When Trump won the election last November, inflation had fallen from a peak of 9% in 2022 to 2.7%, and it looked like the Federal Reserve’s monetary tightening from 2022 to 2024 had worked. The National Association of Business Economists expected inflation of just 2.3% by the end of 2025, close to the Fed’s 2% target. Investors thought the Fed would be cutting rates throughout 2025, with an 85% chance of at least one rate cut by early May, according to the CME Group’s FedWatch tool.

Nearly six months later, Trump’s tariffs have completely changed the outlook for inflation and interest rates. The NABE inflation forecast has now risen to 3.4% by the end of the year. The Fed hasn’t cut rates at all since last December, mainly because it’s worried that Trump’s tariffs will cause reflation. The odds of a Fed rate cut by early May have dropped from 85% to 9%.

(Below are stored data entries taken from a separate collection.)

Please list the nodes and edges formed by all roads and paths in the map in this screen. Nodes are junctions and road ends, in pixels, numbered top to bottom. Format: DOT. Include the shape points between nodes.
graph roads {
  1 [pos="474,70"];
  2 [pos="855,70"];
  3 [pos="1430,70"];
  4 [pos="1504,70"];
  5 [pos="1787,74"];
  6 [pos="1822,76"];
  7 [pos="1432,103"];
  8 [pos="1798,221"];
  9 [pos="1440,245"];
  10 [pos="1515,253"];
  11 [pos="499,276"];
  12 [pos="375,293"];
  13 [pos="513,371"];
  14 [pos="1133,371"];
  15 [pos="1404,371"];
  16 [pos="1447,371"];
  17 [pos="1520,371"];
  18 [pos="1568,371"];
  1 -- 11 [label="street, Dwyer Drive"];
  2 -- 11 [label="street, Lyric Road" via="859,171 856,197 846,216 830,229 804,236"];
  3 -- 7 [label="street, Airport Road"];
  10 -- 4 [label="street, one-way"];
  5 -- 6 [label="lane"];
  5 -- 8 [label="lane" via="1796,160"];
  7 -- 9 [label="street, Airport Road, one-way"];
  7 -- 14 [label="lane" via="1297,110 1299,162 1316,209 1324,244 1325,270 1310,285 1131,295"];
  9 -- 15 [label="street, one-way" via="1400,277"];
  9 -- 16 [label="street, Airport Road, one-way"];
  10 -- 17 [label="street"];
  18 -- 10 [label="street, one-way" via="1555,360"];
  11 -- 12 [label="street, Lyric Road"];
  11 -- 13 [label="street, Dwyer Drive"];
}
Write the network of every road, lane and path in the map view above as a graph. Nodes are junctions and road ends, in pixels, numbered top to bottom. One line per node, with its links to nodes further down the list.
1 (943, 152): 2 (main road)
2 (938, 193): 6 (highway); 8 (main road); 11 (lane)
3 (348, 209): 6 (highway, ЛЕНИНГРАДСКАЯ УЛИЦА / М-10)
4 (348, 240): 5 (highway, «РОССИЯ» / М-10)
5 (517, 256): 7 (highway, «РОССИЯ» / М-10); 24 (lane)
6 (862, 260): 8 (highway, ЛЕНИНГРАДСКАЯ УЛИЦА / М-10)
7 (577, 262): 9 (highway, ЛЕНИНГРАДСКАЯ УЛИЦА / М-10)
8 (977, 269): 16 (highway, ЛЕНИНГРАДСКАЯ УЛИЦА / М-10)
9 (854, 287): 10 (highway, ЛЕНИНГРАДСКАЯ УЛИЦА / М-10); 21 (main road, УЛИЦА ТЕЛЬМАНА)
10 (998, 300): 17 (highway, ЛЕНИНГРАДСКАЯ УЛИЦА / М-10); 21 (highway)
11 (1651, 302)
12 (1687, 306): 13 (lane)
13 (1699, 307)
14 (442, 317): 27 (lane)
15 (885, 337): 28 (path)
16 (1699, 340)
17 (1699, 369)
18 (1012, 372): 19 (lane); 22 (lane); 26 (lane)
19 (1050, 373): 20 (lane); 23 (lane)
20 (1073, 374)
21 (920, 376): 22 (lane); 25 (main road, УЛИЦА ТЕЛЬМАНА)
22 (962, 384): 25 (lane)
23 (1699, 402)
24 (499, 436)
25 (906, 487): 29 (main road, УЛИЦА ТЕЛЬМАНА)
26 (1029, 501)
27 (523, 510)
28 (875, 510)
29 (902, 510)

Reflation hasn’t happened yet.

The inflation rate in March was a tame 2.4%. But that measures the pre-tariff economy, and there’s no way around the fact that Trump’s tariffs will push inflation higher in the coming months, with eye-popping price hikes for some items. Trump so far has raised the effective tariff rate on about $3 trillion worth of imports from 2.5% at the start of the year to around 27%. Those tax hikes are just now going into effect. American importers pay the tax, passing the added cost on to US businesses and consumers. Shoppers will start to see the Trump price hikes once retailers sell out of pre-tariff inventory.